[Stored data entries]
----
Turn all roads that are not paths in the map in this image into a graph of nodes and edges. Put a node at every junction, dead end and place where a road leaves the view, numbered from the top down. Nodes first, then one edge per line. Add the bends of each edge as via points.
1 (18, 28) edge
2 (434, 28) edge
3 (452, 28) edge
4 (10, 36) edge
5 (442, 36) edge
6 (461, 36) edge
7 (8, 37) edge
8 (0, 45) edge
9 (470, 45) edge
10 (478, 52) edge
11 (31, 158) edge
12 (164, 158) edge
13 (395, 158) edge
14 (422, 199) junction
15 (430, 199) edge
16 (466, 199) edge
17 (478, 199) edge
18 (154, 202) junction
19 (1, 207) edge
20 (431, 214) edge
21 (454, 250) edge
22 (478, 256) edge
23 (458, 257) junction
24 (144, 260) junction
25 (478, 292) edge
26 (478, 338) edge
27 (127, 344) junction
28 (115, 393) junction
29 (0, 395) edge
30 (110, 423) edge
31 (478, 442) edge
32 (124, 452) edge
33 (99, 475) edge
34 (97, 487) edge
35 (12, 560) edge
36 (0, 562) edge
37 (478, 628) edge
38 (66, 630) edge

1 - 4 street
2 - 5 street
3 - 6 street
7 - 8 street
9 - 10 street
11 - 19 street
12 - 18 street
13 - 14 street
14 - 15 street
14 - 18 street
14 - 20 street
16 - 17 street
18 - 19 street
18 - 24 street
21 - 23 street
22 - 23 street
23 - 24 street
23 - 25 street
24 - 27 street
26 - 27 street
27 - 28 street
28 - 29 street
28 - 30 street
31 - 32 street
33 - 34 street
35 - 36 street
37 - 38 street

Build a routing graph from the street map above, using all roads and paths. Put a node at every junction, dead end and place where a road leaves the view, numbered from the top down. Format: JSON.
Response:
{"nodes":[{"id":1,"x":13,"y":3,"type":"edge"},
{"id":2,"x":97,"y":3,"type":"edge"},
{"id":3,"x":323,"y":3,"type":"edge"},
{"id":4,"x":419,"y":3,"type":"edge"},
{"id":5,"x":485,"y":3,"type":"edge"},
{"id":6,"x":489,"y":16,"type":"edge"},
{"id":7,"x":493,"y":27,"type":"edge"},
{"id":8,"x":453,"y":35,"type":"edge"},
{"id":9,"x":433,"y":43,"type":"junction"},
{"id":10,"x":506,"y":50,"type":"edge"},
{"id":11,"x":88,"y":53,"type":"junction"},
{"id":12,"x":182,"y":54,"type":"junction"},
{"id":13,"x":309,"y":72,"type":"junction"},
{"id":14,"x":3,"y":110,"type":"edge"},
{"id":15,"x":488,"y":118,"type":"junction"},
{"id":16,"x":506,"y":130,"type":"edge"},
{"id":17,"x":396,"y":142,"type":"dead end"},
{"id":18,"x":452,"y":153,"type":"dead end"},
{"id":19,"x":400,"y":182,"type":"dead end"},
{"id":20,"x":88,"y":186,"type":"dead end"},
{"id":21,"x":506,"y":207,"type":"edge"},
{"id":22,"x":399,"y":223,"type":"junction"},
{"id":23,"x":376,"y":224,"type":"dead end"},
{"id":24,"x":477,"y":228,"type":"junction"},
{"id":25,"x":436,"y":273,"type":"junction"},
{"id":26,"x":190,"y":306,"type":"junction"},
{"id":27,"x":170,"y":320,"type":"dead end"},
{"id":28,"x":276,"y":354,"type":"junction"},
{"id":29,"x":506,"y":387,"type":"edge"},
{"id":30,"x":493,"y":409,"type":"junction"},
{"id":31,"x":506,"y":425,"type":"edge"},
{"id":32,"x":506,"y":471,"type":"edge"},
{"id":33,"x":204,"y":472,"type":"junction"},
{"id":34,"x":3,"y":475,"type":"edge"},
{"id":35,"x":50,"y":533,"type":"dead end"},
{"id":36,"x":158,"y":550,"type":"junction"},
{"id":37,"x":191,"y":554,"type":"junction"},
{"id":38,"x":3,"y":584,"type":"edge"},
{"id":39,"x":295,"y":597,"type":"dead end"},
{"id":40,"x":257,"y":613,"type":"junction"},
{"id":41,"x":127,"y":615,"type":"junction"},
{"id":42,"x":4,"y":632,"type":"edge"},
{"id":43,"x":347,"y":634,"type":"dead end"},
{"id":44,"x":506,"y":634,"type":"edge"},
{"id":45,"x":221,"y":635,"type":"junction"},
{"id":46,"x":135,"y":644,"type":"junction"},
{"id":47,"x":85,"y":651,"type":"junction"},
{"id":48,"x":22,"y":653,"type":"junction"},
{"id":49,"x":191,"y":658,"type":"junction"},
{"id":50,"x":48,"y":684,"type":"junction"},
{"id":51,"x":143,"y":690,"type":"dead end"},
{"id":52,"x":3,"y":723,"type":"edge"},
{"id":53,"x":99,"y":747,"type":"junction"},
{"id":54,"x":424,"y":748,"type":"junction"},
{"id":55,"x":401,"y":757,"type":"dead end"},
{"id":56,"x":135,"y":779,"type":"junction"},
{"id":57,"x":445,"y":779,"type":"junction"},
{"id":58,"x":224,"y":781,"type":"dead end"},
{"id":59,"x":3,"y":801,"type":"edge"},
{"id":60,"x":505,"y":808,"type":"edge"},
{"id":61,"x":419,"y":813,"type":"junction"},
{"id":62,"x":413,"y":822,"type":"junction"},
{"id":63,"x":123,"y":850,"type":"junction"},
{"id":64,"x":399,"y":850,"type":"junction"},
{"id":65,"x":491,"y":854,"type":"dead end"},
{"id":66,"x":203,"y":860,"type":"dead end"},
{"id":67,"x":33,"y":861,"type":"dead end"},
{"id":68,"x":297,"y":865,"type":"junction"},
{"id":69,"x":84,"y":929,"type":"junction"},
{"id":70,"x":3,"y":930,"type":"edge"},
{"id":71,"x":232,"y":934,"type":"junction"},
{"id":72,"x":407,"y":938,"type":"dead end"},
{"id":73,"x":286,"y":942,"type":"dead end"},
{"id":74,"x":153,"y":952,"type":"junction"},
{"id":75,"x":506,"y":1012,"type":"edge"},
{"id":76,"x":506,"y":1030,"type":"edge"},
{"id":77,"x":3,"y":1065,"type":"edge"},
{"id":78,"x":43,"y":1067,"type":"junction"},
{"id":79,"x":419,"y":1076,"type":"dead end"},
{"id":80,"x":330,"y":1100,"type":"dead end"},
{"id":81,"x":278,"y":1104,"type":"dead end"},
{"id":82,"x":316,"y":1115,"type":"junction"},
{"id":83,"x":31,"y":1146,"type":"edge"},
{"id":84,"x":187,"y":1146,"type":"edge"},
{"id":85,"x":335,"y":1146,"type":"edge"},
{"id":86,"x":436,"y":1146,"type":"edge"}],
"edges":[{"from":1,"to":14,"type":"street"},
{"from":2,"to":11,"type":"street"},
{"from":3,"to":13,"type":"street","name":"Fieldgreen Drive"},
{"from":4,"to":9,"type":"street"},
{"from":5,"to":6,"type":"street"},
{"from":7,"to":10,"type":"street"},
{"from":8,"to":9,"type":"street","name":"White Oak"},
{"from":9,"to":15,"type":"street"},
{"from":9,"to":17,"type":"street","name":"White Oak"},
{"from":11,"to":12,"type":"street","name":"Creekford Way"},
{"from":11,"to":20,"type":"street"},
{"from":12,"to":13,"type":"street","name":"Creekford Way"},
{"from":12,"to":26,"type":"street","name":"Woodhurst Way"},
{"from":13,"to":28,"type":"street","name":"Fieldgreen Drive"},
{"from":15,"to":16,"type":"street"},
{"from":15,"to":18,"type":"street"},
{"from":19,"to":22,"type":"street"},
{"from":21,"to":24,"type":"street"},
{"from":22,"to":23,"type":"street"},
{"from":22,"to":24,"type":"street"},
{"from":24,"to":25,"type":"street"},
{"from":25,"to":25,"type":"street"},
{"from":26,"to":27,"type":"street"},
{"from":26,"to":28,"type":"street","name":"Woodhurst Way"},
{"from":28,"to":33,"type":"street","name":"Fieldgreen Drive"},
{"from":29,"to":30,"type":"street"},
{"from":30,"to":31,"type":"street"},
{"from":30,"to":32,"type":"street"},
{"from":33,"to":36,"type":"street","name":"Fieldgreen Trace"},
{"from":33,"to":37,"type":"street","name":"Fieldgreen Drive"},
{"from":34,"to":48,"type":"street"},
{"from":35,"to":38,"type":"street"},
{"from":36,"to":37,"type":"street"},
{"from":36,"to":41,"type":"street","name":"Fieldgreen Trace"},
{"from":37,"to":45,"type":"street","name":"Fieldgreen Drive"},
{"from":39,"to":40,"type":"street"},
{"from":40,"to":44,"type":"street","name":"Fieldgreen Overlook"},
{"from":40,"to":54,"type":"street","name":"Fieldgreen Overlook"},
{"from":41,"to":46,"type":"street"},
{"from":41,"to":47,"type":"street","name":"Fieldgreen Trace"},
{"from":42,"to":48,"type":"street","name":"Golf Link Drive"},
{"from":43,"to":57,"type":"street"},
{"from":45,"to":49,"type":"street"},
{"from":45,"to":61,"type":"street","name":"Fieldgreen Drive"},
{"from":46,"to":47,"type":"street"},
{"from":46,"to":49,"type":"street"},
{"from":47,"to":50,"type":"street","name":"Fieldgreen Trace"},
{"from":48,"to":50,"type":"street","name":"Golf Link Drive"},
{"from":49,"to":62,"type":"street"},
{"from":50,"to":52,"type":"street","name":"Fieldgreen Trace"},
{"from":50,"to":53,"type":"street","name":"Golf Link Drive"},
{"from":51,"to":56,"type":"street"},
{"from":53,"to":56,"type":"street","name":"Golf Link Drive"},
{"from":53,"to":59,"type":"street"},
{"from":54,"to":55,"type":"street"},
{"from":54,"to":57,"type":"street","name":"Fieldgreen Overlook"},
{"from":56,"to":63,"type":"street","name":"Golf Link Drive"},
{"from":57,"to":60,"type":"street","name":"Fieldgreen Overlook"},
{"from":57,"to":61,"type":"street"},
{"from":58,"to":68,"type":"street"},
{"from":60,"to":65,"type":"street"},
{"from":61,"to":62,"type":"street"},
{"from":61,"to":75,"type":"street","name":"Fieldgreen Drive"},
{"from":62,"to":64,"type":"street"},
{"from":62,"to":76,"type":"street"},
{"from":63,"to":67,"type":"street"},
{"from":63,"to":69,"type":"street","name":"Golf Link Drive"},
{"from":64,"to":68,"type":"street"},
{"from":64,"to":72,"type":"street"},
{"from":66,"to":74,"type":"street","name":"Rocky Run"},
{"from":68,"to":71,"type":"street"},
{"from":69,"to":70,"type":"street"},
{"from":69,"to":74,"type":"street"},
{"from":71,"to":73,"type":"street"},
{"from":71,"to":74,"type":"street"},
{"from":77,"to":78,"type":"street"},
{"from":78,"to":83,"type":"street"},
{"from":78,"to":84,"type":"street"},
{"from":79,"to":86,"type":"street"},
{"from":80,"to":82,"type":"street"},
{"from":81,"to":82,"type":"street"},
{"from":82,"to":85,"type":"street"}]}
----
WHAT YOU WILL DO. Starting from the records above, filter out all lines except those containing the word "graph".

RESPONSE BELOW.
Turn all roads that are not paths in the map in this image into a graph of nodes and edges. Put a node at every junction, dead end and place where a road leaves the view, numbered from the top down. Nodes first, then one edge per line. Add the bends of each edge as via points.
Build a routing graph from the street map above, using all roads and paths. Put a node at every junction, dead end and place where a road leaves the view, numbered from the top down. Format: JSON.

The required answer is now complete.